***** Information shown

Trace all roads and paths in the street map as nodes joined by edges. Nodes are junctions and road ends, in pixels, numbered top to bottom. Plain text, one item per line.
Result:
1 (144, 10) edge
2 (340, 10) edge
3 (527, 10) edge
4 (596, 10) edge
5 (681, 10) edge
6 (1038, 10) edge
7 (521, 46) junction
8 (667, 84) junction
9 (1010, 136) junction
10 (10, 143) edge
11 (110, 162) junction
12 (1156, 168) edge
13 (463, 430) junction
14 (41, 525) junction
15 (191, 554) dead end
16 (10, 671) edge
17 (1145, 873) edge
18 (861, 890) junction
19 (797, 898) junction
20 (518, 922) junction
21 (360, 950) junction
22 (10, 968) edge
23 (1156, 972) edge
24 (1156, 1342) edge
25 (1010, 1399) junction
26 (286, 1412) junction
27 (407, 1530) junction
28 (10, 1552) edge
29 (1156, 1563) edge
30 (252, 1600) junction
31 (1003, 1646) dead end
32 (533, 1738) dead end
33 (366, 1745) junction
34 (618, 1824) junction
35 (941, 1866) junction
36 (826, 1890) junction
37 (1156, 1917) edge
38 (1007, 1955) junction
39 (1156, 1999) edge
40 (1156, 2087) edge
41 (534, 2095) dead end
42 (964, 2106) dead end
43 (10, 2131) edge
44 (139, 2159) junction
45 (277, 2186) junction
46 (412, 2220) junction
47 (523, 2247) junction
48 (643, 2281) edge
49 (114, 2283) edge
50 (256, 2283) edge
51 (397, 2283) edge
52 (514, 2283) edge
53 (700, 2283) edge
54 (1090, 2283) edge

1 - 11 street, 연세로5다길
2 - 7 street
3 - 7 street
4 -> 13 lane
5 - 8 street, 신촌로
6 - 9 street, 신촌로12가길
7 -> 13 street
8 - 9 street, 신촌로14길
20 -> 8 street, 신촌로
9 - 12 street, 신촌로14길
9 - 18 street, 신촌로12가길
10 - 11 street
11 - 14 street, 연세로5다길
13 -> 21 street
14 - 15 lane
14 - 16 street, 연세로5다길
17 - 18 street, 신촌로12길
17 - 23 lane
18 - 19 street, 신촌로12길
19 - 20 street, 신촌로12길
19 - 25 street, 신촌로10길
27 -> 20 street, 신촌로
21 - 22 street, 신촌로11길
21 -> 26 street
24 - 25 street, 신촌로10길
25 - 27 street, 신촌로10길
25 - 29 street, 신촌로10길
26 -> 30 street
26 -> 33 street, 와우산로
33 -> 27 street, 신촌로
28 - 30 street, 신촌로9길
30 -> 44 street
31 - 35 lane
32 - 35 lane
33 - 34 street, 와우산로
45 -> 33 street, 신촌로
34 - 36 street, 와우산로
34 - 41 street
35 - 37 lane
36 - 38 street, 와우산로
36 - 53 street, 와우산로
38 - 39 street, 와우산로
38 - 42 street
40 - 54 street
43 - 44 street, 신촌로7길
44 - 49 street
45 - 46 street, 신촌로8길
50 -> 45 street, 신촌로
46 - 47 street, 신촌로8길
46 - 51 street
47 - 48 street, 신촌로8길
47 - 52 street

**********

Work order
Select and copy every line from the records that includes the word "dead".

Result
15 (191, 554) dead end
31 (1003, 1646) dead end
32 (533, 1738) dead end
41 (534, 2095) dead end
42 (964, 2106) dead end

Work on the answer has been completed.